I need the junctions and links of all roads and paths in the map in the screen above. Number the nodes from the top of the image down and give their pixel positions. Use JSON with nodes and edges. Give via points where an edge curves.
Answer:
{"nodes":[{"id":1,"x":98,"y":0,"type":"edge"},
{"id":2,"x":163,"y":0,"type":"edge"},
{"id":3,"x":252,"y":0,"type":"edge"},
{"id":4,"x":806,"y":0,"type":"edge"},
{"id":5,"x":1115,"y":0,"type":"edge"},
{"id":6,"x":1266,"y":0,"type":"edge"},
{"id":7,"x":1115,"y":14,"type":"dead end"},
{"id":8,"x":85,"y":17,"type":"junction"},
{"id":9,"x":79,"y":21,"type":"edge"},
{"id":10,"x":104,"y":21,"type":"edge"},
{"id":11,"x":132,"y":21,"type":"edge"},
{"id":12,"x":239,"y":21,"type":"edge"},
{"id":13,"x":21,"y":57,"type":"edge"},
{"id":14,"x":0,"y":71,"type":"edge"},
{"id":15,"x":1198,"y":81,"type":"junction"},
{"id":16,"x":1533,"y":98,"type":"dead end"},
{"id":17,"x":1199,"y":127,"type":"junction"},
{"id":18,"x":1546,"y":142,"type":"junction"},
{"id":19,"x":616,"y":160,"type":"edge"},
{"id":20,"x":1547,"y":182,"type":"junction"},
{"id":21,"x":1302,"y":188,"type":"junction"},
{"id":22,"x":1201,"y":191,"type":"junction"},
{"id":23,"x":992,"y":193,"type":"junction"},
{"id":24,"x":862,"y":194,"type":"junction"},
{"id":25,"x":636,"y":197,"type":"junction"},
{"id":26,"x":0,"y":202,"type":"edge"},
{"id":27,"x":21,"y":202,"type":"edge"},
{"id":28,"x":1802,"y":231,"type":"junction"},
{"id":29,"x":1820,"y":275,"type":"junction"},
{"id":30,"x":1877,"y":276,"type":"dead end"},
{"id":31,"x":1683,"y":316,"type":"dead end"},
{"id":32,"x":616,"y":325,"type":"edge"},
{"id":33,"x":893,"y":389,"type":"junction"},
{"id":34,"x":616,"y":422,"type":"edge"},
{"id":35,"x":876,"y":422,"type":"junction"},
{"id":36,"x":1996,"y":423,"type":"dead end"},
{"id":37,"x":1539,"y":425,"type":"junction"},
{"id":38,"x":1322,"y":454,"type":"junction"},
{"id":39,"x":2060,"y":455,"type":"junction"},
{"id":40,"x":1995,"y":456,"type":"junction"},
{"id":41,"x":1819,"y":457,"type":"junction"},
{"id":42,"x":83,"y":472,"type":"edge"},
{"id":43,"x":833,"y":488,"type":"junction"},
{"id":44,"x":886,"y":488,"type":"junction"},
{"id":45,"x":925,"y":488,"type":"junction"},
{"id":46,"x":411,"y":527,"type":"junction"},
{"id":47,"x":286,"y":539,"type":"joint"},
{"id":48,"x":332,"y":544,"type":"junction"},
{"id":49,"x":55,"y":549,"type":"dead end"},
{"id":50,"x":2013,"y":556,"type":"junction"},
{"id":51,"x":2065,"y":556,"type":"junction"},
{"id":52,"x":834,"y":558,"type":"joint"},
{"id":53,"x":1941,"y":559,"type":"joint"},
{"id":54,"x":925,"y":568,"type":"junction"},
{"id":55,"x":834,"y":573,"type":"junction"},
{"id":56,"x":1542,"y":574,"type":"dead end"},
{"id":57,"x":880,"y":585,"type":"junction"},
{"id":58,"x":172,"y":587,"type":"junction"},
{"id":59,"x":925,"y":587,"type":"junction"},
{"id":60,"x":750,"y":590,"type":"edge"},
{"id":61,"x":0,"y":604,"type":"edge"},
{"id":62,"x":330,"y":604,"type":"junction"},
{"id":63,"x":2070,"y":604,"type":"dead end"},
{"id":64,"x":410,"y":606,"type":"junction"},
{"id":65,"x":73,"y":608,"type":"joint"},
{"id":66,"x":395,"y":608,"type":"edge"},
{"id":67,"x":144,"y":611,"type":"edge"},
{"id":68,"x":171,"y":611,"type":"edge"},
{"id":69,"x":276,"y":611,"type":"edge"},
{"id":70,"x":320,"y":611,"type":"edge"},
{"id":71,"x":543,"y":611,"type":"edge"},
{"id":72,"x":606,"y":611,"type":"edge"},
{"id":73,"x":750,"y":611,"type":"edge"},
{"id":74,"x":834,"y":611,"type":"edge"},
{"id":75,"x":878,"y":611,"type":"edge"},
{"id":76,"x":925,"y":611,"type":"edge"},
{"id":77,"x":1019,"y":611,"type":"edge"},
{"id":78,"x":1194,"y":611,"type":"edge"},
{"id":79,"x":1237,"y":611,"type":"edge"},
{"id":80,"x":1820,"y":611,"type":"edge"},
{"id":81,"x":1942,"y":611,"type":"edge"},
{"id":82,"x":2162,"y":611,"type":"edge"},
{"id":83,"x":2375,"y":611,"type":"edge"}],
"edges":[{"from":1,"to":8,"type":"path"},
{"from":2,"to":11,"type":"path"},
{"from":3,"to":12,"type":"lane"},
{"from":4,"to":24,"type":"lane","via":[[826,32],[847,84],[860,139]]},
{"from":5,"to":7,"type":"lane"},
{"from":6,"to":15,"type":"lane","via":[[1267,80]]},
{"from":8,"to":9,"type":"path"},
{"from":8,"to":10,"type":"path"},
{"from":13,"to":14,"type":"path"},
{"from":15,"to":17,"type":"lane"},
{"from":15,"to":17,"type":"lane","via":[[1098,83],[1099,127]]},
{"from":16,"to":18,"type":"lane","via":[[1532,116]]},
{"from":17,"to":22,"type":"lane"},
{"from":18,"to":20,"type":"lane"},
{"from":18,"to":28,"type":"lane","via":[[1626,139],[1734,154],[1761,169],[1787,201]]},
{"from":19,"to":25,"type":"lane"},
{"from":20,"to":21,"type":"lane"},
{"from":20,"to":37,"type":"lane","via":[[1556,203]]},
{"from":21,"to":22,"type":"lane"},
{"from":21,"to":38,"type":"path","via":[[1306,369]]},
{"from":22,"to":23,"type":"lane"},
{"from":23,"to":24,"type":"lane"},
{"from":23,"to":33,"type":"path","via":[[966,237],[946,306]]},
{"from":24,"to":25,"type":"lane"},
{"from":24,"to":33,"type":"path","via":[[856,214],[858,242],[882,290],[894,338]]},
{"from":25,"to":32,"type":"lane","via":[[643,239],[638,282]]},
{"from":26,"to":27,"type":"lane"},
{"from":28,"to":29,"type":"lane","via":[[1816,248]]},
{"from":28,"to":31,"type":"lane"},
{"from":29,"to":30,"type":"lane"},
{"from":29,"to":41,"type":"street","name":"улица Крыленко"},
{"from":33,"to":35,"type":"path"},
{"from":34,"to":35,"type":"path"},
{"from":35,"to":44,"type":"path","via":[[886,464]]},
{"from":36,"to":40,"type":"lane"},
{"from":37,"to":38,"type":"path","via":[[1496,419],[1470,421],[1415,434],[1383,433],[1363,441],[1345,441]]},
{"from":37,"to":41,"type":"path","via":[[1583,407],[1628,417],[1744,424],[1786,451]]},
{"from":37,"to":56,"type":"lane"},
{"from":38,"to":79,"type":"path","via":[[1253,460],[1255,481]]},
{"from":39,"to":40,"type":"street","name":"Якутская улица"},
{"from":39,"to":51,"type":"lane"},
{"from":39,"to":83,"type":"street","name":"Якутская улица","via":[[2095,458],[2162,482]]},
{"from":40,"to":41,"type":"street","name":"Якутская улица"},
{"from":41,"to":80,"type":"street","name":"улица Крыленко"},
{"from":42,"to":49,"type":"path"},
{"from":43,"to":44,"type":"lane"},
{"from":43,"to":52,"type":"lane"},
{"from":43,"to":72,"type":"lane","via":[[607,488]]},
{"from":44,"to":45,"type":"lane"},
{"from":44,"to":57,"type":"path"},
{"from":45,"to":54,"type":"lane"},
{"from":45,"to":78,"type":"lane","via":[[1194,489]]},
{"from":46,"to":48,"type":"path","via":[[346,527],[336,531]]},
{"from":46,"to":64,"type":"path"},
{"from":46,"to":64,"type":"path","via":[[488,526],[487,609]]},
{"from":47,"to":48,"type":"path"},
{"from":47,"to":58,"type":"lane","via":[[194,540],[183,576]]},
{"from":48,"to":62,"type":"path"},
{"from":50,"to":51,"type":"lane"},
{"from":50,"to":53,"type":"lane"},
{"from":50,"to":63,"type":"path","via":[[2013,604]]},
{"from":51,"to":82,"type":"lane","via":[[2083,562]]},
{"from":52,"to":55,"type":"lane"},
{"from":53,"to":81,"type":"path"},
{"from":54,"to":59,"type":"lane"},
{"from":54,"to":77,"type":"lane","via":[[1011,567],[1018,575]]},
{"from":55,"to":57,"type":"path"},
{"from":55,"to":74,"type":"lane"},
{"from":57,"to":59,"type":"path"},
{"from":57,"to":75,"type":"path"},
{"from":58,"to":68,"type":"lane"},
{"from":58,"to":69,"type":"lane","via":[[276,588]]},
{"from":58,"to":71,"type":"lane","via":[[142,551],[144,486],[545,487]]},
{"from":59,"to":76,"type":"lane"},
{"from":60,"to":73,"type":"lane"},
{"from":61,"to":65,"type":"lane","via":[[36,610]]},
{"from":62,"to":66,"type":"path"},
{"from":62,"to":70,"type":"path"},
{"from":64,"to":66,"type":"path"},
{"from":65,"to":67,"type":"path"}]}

## What is needed
From the data above, copy each line where the string "joint" appears.

## Task answer
{"id":47,"x":286,"y":539,"type":"joint"},
{"id":52,"x":834,"y":558,"type":"joint"},
{"id":53,"x":1941,"y":559,"type":"joint"},
{"id":65,"x":73,"y":608,"type":"joint"},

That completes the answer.